■ REQUIRED ACTION:
Go through the records below line by line, counting those that contain the word "Adami"; answer with the count only.

Dataset entries:
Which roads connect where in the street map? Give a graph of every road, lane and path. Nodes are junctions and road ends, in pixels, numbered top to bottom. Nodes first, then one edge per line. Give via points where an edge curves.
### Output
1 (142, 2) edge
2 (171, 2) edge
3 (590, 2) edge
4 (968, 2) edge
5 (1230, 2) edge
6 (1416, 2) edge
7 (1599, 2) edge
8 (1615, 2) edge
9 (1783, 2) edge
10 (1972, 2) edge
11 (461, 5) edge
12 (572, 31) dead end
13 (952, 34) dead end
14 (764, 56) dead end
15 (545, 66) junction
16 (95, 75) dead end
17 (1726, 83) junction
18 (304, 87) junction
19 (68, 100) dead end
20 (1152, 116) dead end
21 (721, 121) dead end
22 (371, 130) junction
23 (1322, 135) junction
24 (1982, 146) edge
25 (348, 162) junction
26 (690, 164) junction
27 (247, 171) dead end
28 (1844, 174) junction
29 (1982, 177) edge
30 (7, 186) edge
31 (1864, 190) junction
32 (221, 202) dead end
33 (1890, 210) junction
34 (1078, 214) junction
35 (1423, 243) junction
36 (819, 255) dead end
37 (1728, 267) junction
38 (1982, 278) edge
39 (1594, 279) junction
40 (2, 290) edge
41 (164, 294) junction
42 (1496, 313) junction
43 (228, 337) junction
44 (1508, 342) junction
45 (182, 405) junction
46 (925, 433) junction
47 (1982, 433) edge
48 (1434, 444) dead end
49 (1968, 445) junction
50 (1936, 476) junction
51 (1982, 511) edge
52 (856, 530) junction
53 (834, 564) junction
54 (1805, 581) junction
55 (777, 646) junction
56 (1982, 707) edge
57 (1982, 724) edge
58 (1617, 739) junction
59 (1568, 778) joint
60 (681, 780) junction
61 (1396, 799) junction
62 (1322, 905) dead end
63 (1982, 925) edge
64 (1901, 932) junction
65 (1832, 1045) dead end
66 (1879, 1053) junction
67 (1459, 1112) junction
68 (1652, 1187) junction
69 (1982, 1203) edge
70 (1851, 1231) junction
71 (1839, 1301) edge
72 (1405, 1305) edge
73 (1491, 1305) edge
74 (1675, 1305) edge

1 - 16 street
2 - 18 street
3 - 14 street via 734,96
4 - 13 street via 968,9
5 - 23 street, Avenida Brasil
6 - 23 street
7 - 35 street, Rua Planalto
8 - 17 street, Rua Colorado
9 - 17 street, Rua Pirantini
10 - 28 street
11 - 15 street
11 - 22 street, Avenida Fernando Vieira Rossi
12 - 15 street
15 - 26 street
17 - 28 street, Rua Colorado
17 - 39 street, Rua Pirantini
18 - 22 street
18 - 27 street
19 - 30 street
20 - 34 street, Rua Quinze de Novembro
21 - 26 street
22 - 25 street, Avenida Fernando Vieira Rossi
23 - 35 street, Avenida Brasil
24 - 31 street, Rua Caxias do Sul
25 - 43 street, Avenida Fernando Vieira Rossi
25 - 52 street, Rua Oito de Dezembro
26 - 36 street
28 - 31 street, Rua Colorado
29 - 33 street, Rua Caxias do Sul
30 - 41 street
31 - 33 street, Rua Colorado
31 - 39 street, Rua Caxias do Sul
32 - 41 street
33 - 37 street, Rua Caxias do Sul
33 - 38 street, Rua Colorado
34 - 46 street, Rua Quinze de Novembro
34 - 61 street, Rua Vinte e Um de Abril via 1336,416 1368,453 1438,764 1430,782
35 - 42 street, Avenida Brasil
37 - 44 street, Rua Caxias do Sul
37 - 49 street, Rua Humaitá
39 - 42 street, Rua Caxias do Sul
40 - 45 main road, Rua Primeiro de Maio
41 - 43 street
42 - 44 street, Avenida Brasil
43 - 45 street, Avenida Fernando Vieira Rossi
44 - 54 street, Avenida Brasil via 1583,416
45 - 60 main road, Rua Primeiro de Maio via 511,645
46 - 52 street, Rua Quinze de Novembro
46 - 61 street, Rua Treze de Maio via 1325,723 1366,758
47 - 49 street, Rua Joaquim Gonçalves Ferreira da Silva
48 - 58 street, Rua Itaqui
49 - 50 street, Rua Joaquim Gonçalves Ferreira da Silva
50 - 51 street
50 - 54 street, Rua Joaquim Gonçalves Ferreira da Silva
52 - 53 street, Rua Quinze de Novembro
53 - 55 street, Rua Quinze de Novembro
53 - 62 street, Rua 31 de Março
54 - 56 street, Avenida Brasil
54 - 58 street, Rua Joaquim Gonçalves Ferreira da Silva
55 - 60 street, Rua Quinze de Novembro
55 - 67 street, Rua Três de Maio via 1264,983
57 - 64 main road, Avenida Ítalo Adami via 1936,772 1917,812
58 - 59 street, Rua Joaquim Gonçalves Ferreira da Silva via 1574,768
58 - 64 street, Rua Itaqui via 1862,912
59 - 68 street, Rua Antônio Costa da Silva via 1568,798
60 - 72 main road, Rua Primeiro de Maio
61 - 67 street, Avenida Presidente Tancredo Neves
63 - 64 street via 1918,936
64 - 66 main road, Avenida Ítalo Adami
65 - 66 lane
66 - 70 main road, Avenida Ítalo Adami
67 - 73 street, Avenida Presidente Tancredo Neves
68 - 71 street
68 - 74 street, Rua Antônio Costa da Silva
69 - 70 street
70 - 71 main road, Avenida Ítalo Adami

■ OUTPUT FOR THIS TASK:
4